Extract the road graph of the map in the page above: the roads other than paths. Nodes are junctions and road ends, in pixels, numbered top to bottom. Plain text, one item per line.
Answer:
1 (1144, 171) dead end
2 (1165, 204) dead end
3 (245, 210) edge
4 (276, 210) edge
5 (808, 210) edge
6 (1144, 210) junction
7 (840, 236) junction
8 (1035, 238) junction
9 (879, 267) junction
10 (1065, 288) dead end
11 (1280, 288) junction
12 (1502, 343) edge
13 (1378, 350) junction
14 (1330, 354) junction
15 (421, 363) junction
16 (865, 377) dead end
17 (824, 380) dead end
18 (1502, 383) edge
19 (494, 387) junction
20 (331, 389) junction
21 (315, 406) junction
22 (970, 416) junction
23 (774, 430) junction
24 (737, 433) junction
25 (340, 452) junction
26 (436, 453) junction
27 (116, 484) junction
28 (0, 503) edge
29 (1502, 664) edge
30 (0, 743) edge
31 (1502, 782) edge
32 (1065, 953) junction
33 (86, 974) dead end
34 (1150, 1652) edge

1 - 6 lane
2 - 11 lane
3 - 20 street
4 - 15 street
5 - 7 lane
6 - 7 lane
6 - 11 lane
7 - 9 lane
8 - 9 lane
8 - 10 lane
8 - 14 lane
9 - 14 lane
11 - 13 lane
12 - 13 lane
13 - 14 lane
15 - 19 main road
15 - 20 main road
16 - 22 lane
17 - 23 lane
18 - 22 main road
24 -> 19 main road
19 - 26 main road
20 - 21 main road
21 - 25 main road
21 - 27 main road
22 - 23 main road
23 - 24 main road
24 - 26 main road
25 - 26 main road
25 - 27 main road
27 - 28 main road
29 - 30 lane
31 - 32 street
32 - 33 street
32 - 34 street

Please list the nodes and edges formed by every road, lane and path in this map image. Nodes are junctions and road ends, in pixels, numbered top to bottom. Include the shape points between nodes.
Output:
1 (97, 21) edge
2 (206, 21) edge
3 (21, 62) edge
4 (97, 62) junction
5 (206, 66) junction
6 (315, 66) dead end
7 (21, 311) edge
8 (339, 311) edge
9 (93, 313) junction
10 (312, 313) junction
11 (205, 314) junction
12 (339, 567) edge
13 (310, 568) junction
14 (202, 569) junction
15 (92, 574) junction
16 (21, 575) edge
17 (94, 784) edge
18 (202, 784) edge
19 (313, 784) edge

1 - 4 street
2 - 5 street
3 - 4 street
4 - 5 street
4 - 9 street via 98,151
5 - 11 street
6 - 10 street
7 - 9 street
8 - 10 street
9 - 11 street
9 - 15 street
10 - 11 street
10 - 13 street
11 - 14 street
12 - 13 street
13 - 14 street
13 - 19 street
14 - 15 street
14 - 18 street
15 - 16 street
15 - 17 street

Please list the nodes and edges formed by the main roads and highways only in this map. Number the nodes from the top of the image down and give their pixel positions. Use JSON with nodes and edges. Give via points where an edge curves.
========================
PROBLEM REQUIREMENTS: Each record must be duplicated exactly, with none missing.

EXERCISE OUTPUT:
Extract the road graph of the map in the page above: the roads other than paths. Nodes are junctions and road ends, in pixels, numbered top to bottom. Plain text, one item per line.
Answer:
1 (1144, 171) dead end
2 (1165, 204) dead end
3 (245, 210) edge
4 (276, 210) edge
5 (808, 210) edge
6 (1144, 210) junction
7 (840, 236) junction
8 (1035, 238) junction
9 (879, 267) junction
10 (1065, 288) dead end
11 (1280, 288) junction
12 (1502, 343) edge
13 (1378, 350) junction
14 (1330, 354) junction
15 (421, 363) junction
16 (865, 377) dead end
17 (824, 380) dead end
18 (1502, 383) edge
19 (494, 387) junction
20 (331, 389) junction
21 (315, 406) junction
22 (970, 416) junction
23 (774, 430) junction
24 (737, 433) junction
25 (340, 452) junction
26 (436, 453) junction
27 (116, 484) junction
28 (0, 503) edge
29 (1502, 664) edge
30 (0, 743) edge
31 (1502, 782) edge
32 (1065, 953) junction
33 (86, 974) dead end
34 (1150, 1652) edge

1 - 6 lane
2 - 11 lane
3 - 20 street
4 - 15 street
5 - 7 lane
6 - 7 lane
6 - 11 lane
7 - 9 lane
8 - 9 lane
8 - 10 lane
8 - 14 lane
9 - 14 lane
11 - 13 lane
12 - 13 lane
13 - 14 lane
15 - 19 main road
15 - 20 main road
16 - 22 lane
17 - 23 lane
18 - 22 main road
24 -> 19 main road
19 - 26 main road
20 - 21 main road
21 - 25 main road
21 - 27 main road
22 - 23 main road
23 - 24 main road
24 - 26 main road
25 - 26 main road
25 - 27 main road
27 - 28 main road
29 - 30 lane
31 - 32 street
32 - 33 street
32 - 34 street

Please list the nodes and edges formed by every road, lane and path in this map image. Nodes are junctions and road ends, in pixels, numbered top to bottom. Include the shape points between nodes.
Output:
1 (97, 21) edge
2 (206, 21) edge
3 (21, 62) edge
4 (97, 62) junction
5 (206, 66) junction
6 (315, 66) dead end
7 (21, 311) edge
8 (339, 311) edge
9 (93, 313) junction
10 (312, 313) junction
11 (205, 314) junction
12 (339, 567) edge
13 (310, 568) junction
14 (202, 569) junction
15 (92, 574) junction
16 (21, 575) edge
17 (94, 784) edge
18 (202, 784) edge
19 (313, 784) edge

1 - 4 street
2 - 5 street
3 - 4 street
4 - 5 street
4 - 9 street via 98,151
5 - 11 street
6 - 10 street
7 - 9 street
8 - 10 street
9 - 11 street
9 - 15 street
10 - 11 street
10 - 13 street
11 - 14 street
12 - 13 street
13 - 14 street
13 - 19 street
14 - 15 street
14 - 18 street
15 - 16 street
15 - 17 street

Please list the nodes and edges formed by the main roads and highways only in this map. Number the nodes from the top of the image down and give their pixel positions. Use JSON with nodes and edges. Give via points where an edge curves.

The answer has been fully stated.